Highlighting the quieter fall season along Norway’s scenic fjord-indented west coast, above and below the Arctic Circle, “Autumn Gold” offers Hurtigruten’s guests even greater opportunities to experience Norwegian traditions and lifestyles firsthand.

The new program takes place on the company’s 120-year-old, award-winning Coastal Voyage route, with the ships calling at 34 ports between the cultural center of Bergen and Kirkenes, located high above the Arctic Circle. The six-, seven-, 11- and 12-day sailings of “Autumn Gold” run daily from September 1 through October 31 and are priced between $1,448 and $12,850 per person, double; the higher prices are for suites.

Named “The world’s most beautiful voyage,” by Lonely Planet, the Coastal Voyage route has twice been honored by National Geographic Traveler as the “best destination in the world.” The incredible diversity of ports offers Hurtigruten’s guests a wealth of experiences and an ever-changing landscape that includes small fishing villages in the rugged Lofoten Islands; Art Nouveau Ålesund, the medieval Viking capital of Trondheim; and Norway’s “Paris of the North,” Tromsø.

Adding to this already unique experience, “Autumn Gold” adds a rare journey into the Hjørundfjord, one of Norway’s most spectacular fjords, with its pristine natural scenery of steep rock walls, green vistas, solitary mountain farms and intimate villages.

Other new excursions a boat trip to “Munkholmen,” a historic island near Trondheim and home to a 11th-century Benedictine monastery that was replaced by a fortress and prison; “Sami Autumn,” on which guests learn about the Arctic region’s ancient “pantry and pharmacy” traditions from Sami shamans and the Sami way of life; and the hands-on “Arctic Bushcraft,” during which guests are exposed to the centuries-old traditions and fortitude of the Arctic’s inhabitants as they reap their harvest, hunt for fish and store their winter supplies.

Culinary adventures on board include local specialties every night, where the menus have been adjusted to focus on the seasonal and regional ingredients that make up the autumn feasts.

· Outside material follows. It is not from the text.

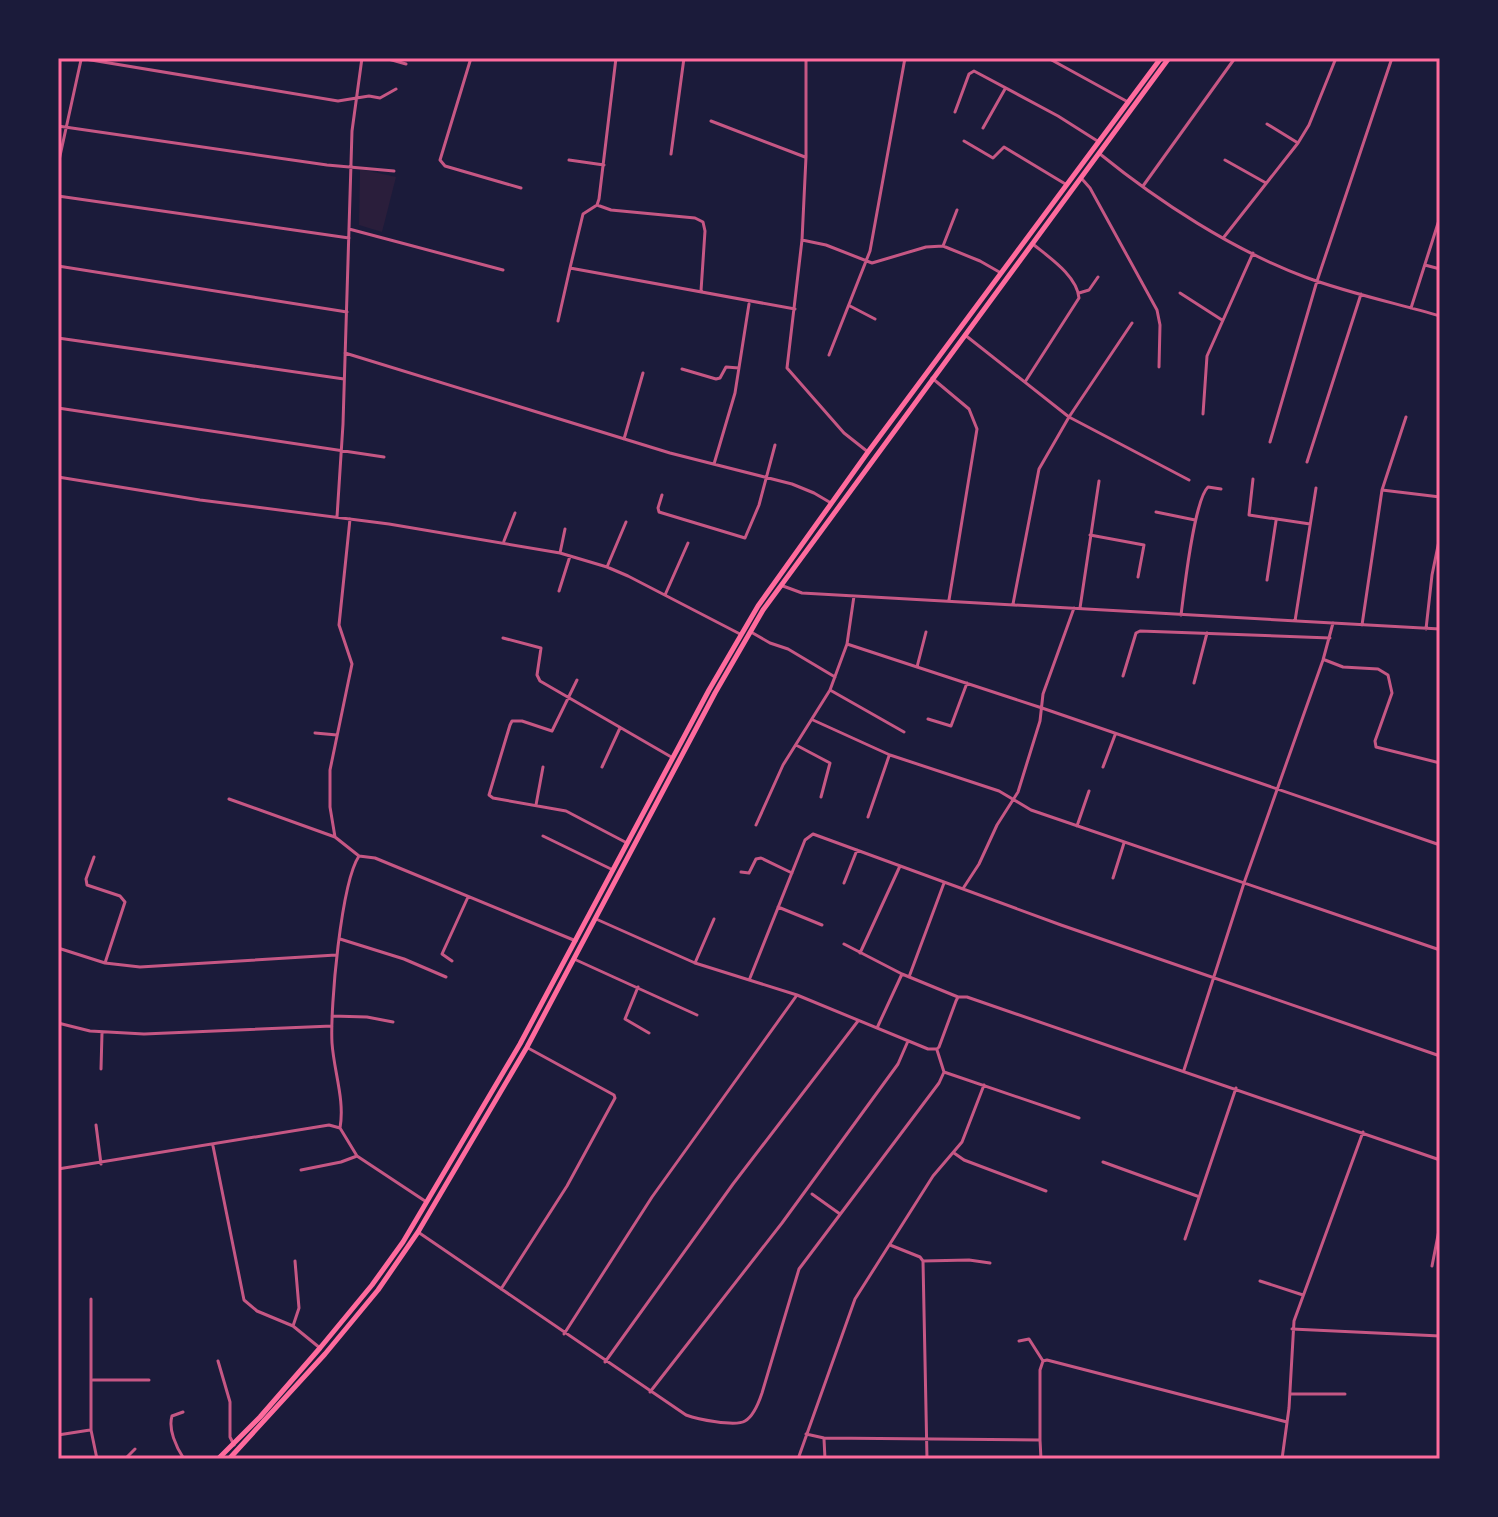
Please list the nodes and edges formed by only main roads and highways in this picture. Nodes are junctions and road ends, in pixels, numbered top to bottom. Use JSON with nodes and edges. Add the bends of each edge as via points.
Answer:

And, as happens on many of Hurtigruten’s sailings, but with special emphasis during the “Autumn Gold” program, music plays a central role. In Bergen, guests can sit and relax as the Grieg Academy offers enchanting melodies prior to departure; in Tromsø local conservatory students come aboard to entertain the guests with a variety of selections; and in Vadsø, Sami- and Russian-inspired songs are performed.